(Stored data entries)
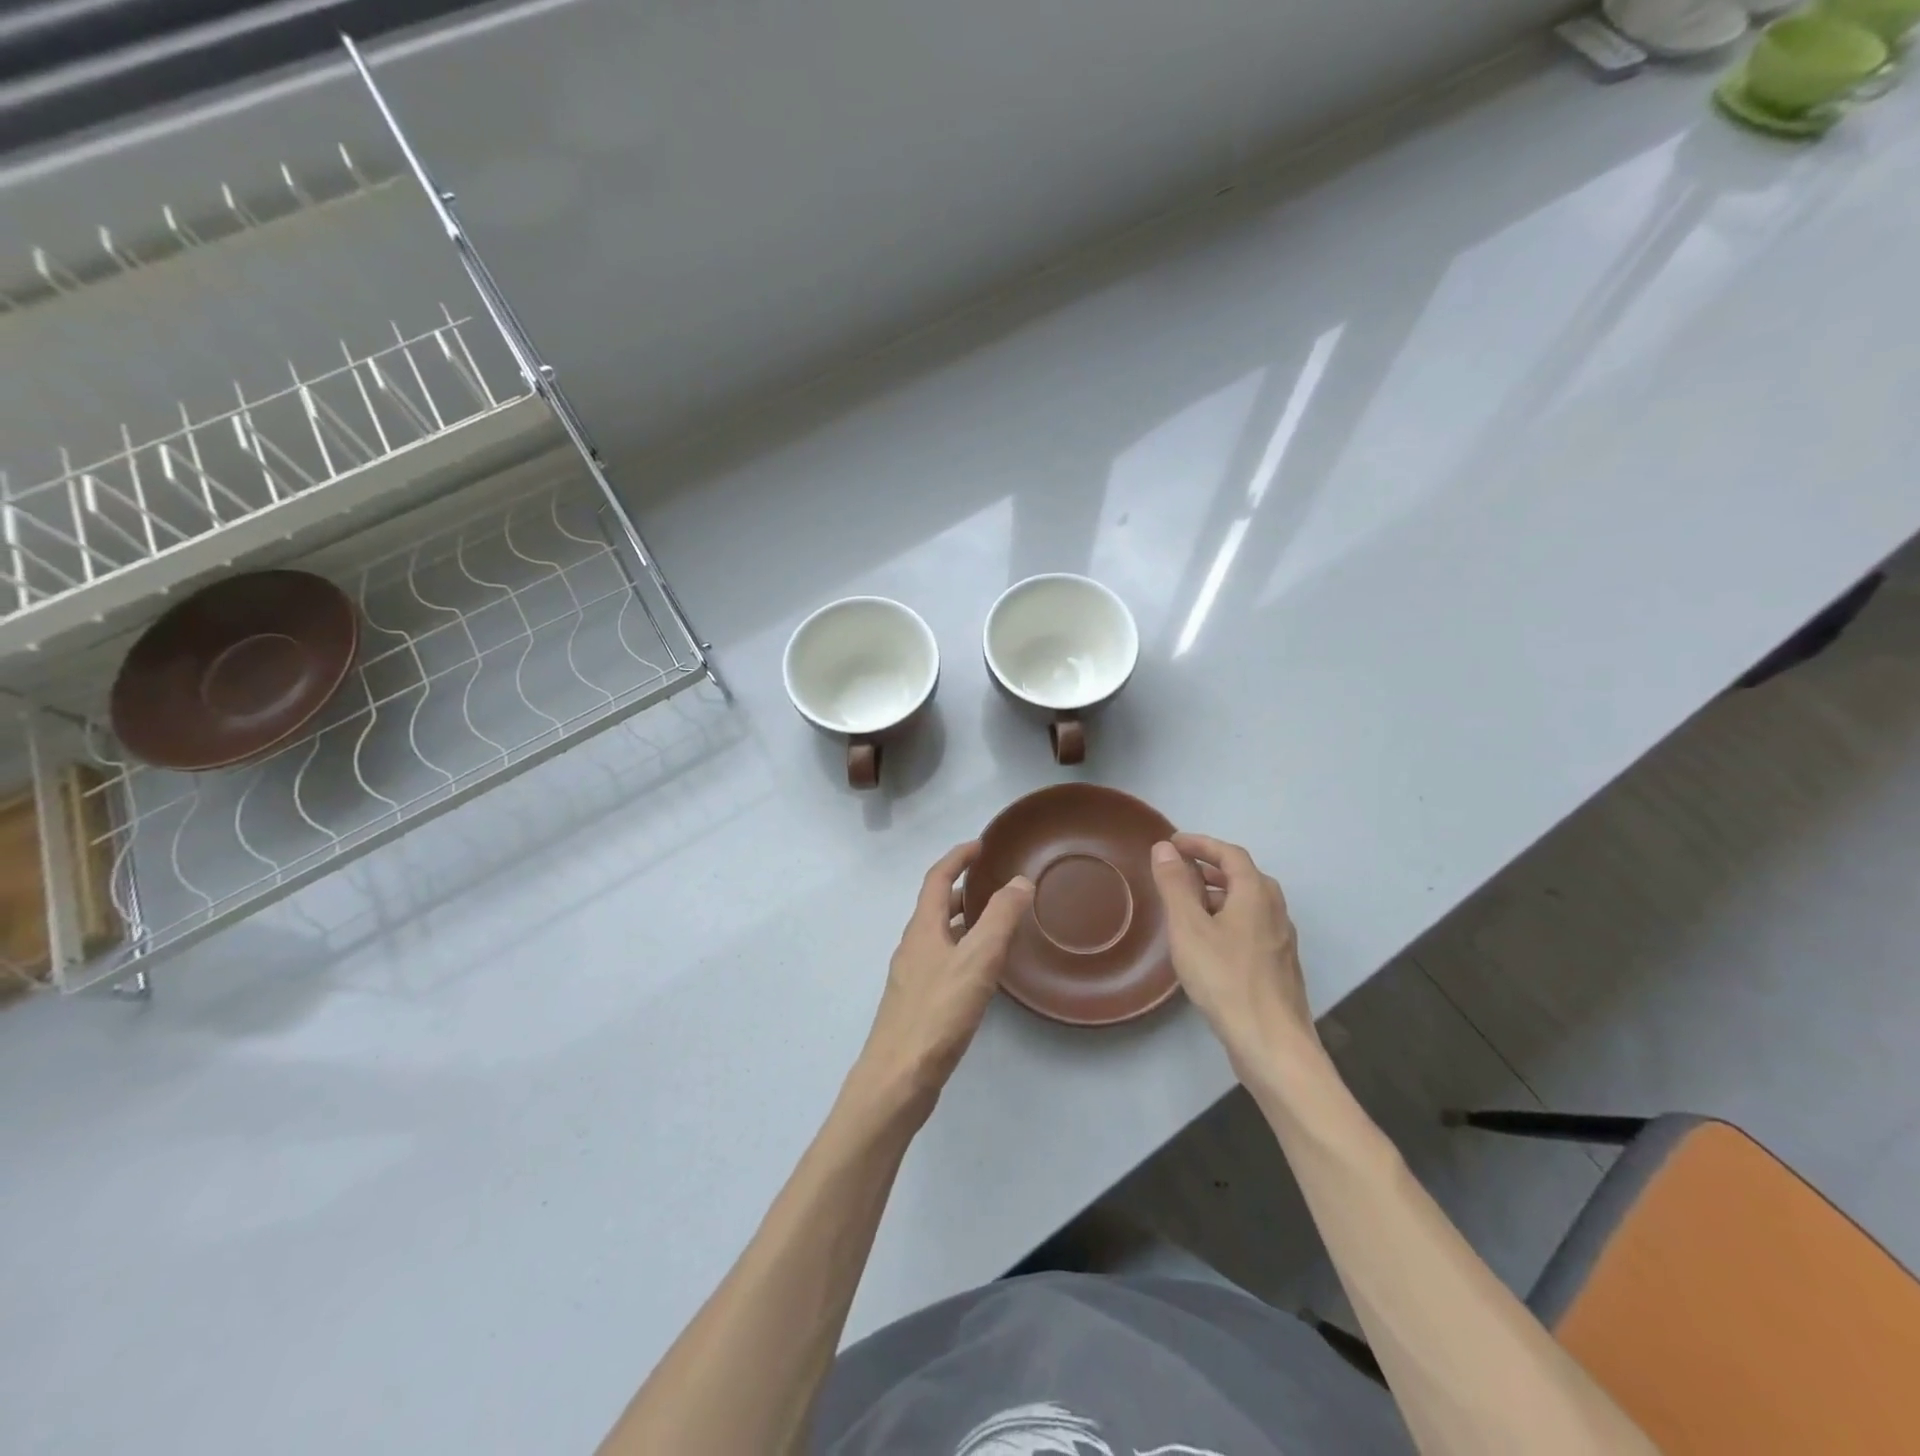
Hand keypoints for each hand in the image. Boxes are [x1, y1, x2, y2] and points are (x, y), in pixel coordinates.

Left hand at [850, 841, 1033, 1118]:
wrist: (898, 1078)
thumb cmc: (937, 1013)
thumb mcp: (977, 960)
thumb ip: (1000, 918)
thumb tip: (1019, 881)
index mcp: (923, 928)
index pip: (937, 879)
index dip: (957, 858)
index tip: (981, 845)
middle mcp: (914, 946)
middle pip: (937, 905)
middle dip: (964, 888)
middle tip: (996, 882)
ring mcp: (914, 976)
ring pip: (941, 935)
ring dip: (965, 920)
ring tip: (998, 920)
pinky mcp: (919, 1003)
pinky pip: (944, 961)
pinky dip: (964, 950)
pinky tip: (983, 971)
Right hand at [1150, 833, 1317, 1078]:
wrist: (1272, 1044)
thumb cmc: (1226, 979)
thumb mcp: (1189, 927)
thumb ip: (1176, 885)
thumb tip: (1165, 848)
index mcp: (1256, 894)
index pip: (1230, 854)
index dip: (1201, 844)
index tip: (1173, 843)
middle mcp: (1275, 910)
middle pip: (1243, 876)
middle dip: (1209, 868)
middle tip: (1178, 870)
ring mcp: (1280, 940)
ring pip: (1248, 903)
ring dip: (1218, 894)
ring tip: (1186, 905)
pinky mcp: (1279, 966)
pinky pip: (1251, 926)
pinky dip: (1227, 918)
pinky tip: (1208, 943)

→ **Directions**:
I need every line of the data that has the word "ring"; please list them.

→ **Completed exercise**:
ring mcp: (914, 976)
ring pip: (941, 935)
ring dip: (965, 920)
ring tip: (998, 920)
ring mcp: (1280, 940)
ring pip: (1248, 903)
ring dip: (1218, 894)
ring tip: (1186, 905)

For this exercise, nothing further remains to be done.